I would love to know more about it , The person i bought it from said he and his brother rode it in the 60s....It is a tank bile , the tank was  dark red , and a rear rack, also red . The fenders are black with white painted pin stripes ...the frame is black also ..
I have pictures of everything . I have not seen another tank like this one ...
I am new to this site , thanx in advance for any info you can offer ......I would  love to show pictures ,but dont know how to do that..


----------



## dazeoff03 (Jan 15, 2015)

*ROSS Bike Pictures*




These are pictures of the ROSS bike I would like identify ...I cant seem to establish the age .. It appears to be all original , with exception of the Kenda tyres ..


----------



## halfatruck (Jan 16, 2015)

There are some threads on the forum, most were on the Thunderjet...
http://thecabe.com/vbulletin/search.php?searchid=1343861


----------



## Adamtinkerer (Jan 17, 2015)

Welcome to the forum! What I know about Ross/CBC serials, typically start with R, followed by the last two digits of the year. Yours looks early, they restyled the line around 62, so this is older. Could be '55, though I believe the line debuted in 56.


----------



## dazeoff03 (Jan 18, 2015)

Thanx to all for the replis ..I am not a dealer or even a collector , I just enjoy old stuff ..as a kid i messed with bicycle s ..I love this old bike and your info. Was great ...I have read the Ross bike story ect ......
Another Question ..Is this bike worth enough $$  to leave as is  , if not I would love to restore it with re paint ect ?second Question ....I have no chain guard , is the correct guard the Thunderjet ....my tank has an eagle thru the emblem ?
Another question ...what is the correct front fender accessory. ...A light or an emblem ?
AGAIN THANX  TO  ALL.


----------



## Honestherman (Mar 22, 2015)

I really like your bike. I ride them exactly the way you have the picture of yours. Mine always gets a lot of comments from people. I tried repainting but they just don't look as cool as they look all original rust and all.
Thanks for sharing your photos.


dazeoff03 said:


> Thanx to all for the replis ..I am not a dealer or even a collector , I just enjoy ol stuff ..as a kid i messed with bicycle s ..I love this old bike and your info.

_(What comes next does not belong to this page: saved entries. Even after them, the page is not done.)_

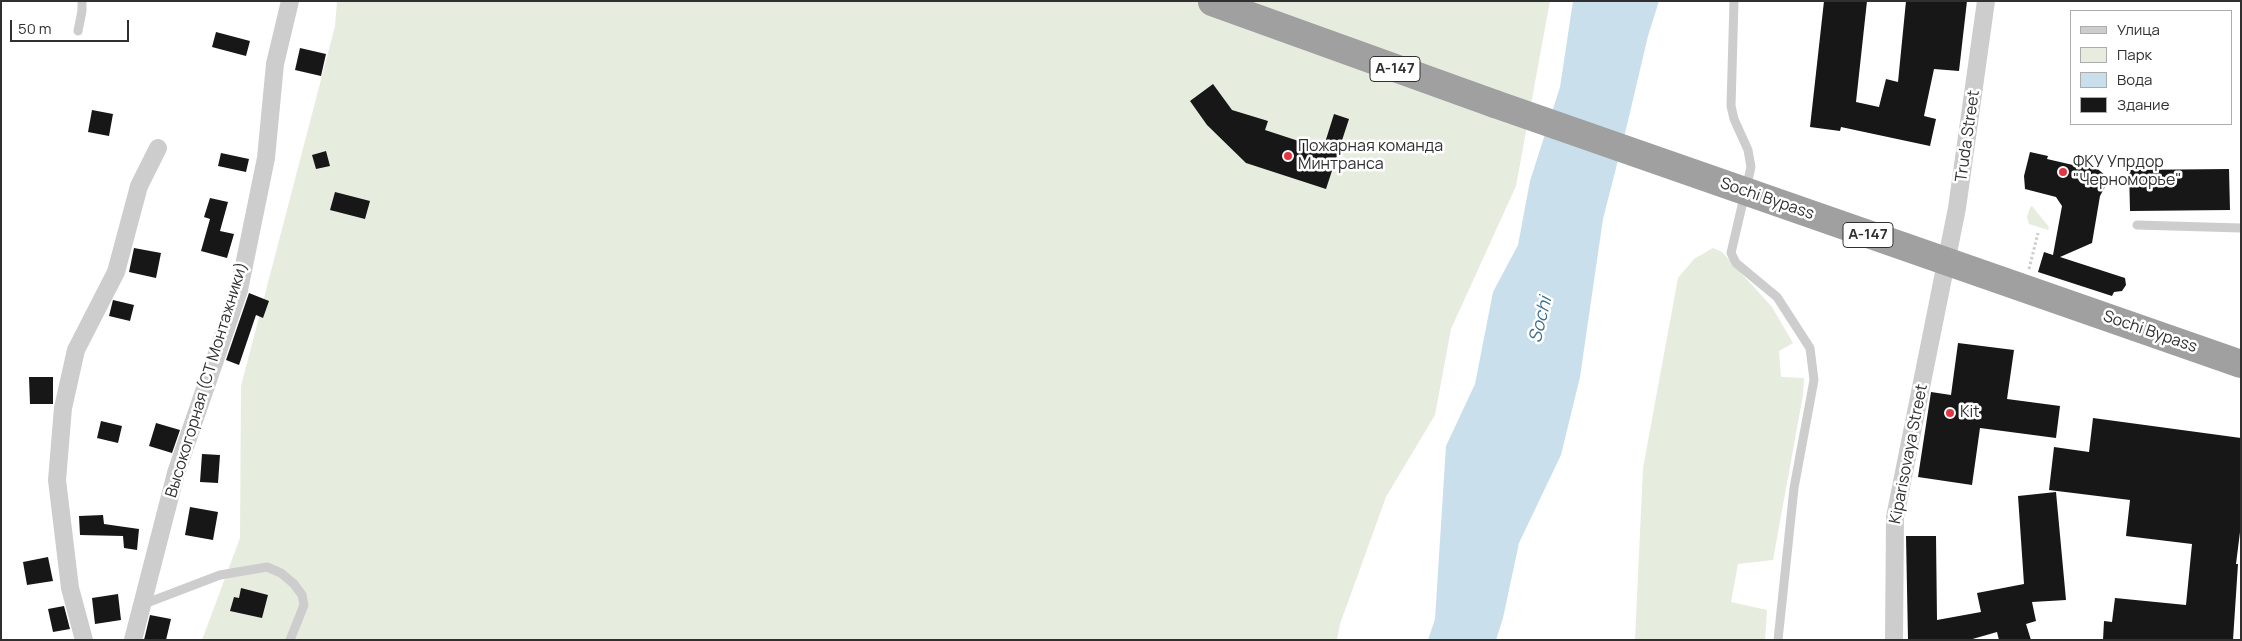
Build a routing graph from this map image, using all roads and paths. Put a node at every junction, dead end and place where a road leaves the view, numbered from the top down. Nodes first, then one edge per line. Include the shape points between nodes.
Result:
1 (82, 1) edge
2 (290, 1) edge
3 (1734, 1) edge
4 (1986, 1) edge
5 (1212, 2) edge
6 (78, 31) dead end
7 (158, 148) dead end
8 (2137, 225) dead end
9 (2241, 228) edge
10 (1946, 270) joint
11 (2241, 364) edge
12 (144, 604) junction
13 (84, 640) edge
14 (133, 640) edge
15 (290, 640) edge
16 (1778, 640) edge
17 (1894, 640) edge

1 - 6 lane
2 - 12 street, Высокогорная (СТ Монтажники) via 275,64 266,158 239,290 176,473
3 - 16 lane via 1731,106 1751,167 1731,253 1736,264 1777,296 1810,348 1814,380 1794,488
4 - 10 street, Truda Street
5 - 11 highway, Sochi Bypass / А-147, bridge
7 - 13 street via 139,186 116,272 76,350 63,408 58,480 70,588
8 - 9 lane
10 - 17 street, Kiparisovaya Street via 1895,517
12 - 14 street, Высокогорная (СТ Монтажники)
12 - 15 lane via 220,575 267,567 281,573 302,594 304,605

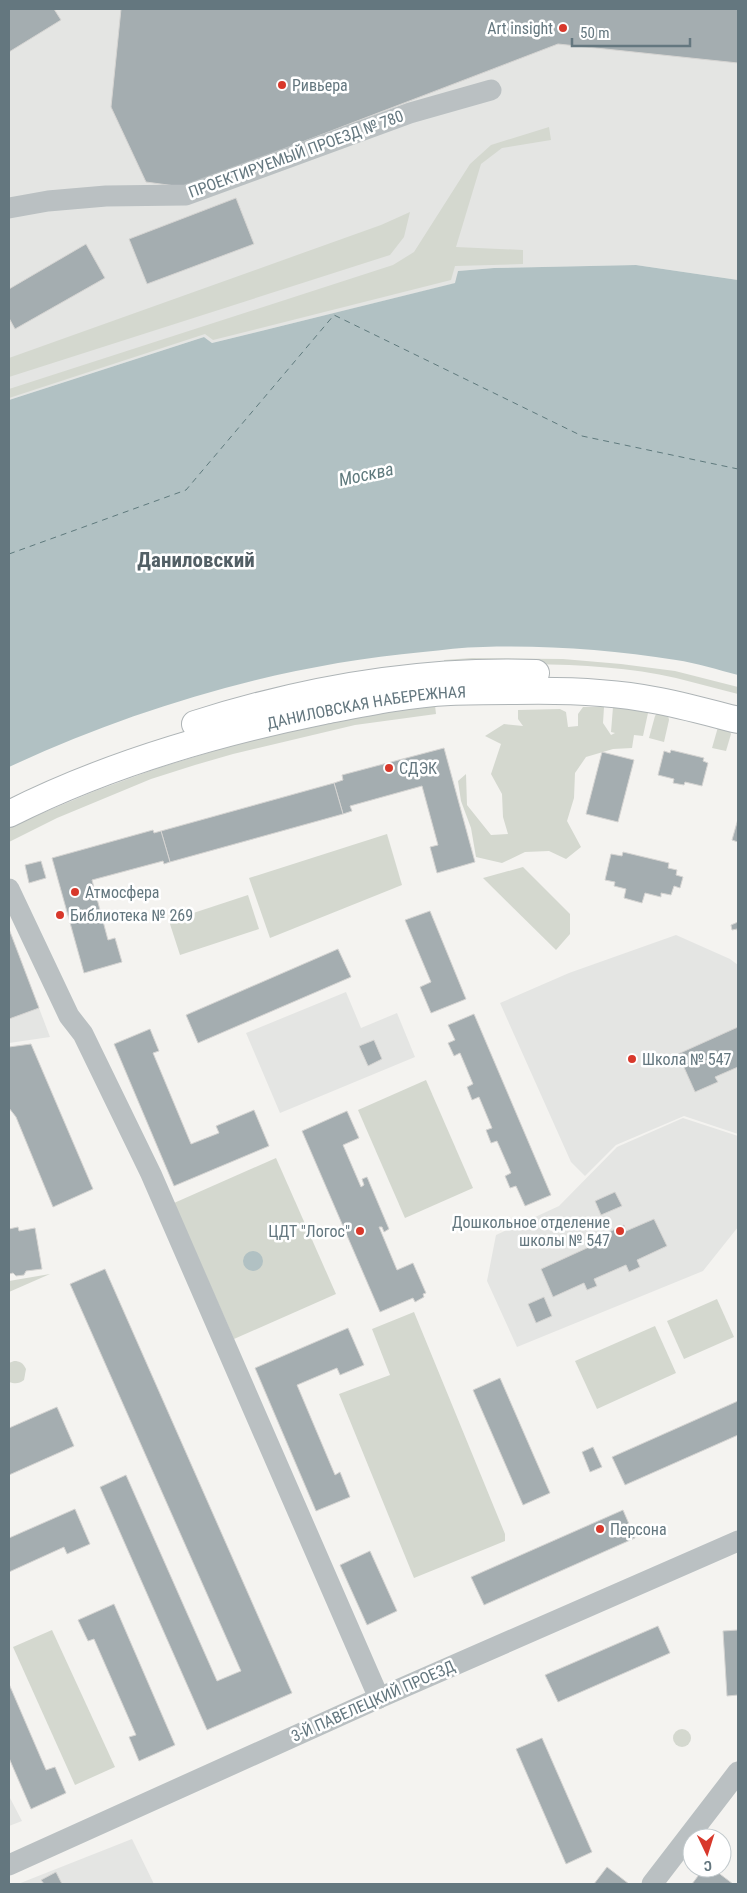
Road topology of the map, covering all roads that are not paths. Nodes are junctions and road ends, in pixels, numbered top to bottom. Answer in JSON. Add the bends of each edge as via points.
{"nodes":[{"id":1,"x":491,"y":90,"type":"dead end"},
{"id":2,"x":9,"y":208,"type":"edge"},
{"id":3,"x":738,"y":704,"type":"edge"},
{"id":4,"x":738,"y":720,"type":"edge"},
{"id":5,"x":9,"y":794,"type":"edge"},
{"id":6,"x":9,"y":814,"type":"edge"},
{"id":7,"x":9,"y":889,"type":"edge"},
{"id":8,"x":738,"y":1540,"type":"edge"},
{"id":9,"x":378,"y":1698,"type":"junction"},
{"id":10,"x":738,"y":1772,"type":"edge"},
{"id":11,"x":9,"y":1865,"type":"edge"},
{"id":12,"x":652,"y":1884,"type":"edge"}],
"edges":[{"from":1,"to":2,"type":"street","name":"ПРОЕКТИРУЕМЫЙ ПРОЕЗД № 780","via":[[410,113],[186,196],[106,196]]},
{"from":3,"to":5,"type":"main road","name":"ДАНИЛОВСКАЯ НАБЕРЕЖНАЯ","via":[[657,684],[603,676],[493,672],[352,685],[238,710],[117,748]]},
{"from":4,"to":6,"type":"main road","name":"ДАНИЛОВСКАЯ НАБЕРЕЖНАЯ","via":[[653,700],[573,691],[450,692],[418,696],[372,702],[218,735],[89,778]]},
{"from":7,"to":9,"type":"street","via":[[69,1016],[83,1034],[151,1174]]},
{"from":8,"to":9,"type":"street","name":"3-Й ПАВЕЛЕЦКИЙ ПРОЕЗД"},
{"from":9,"to":11,"type":"street","name":"3-Й ПАВЕЛЕЦКИЙ ПРОЕЗД"},
{"from":10,"to":12,"type":"street"}]}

Was great ...I have read the Ross bike story ect ......
> Another Question ..Is this bike worth enough $$  to leave as is  , if not I would love to restore it with re paint ect ?second Question ....I have no chain guard , is the correct guard the Thunderjet ....my tank has an eagle thru the emblem ?
> Another question ...what is the correct front fender accessory. ...A light or an emblem ?
> AGAIN THANX  TO  ALL.


----------



## Adamtinkerer (Mar 28, 2015)

Found this pic on Google!


----------



## Ignaz Schwinn (Apr 1, 2015)

Adamtinkerer said:


> View attachment 205245 Found this pic on Google!




That one was mine!  Sold it with a minty 1960's Ross tank bike for $800.00 several years ago.  I do miss that bike.  I called it "Rolling Thunder"....


----------



## randallace (Apr 1, 2015)

Nice bike !


----------



## bricycle (Apr 1, 2015)

Looks to be made by Shelby


----------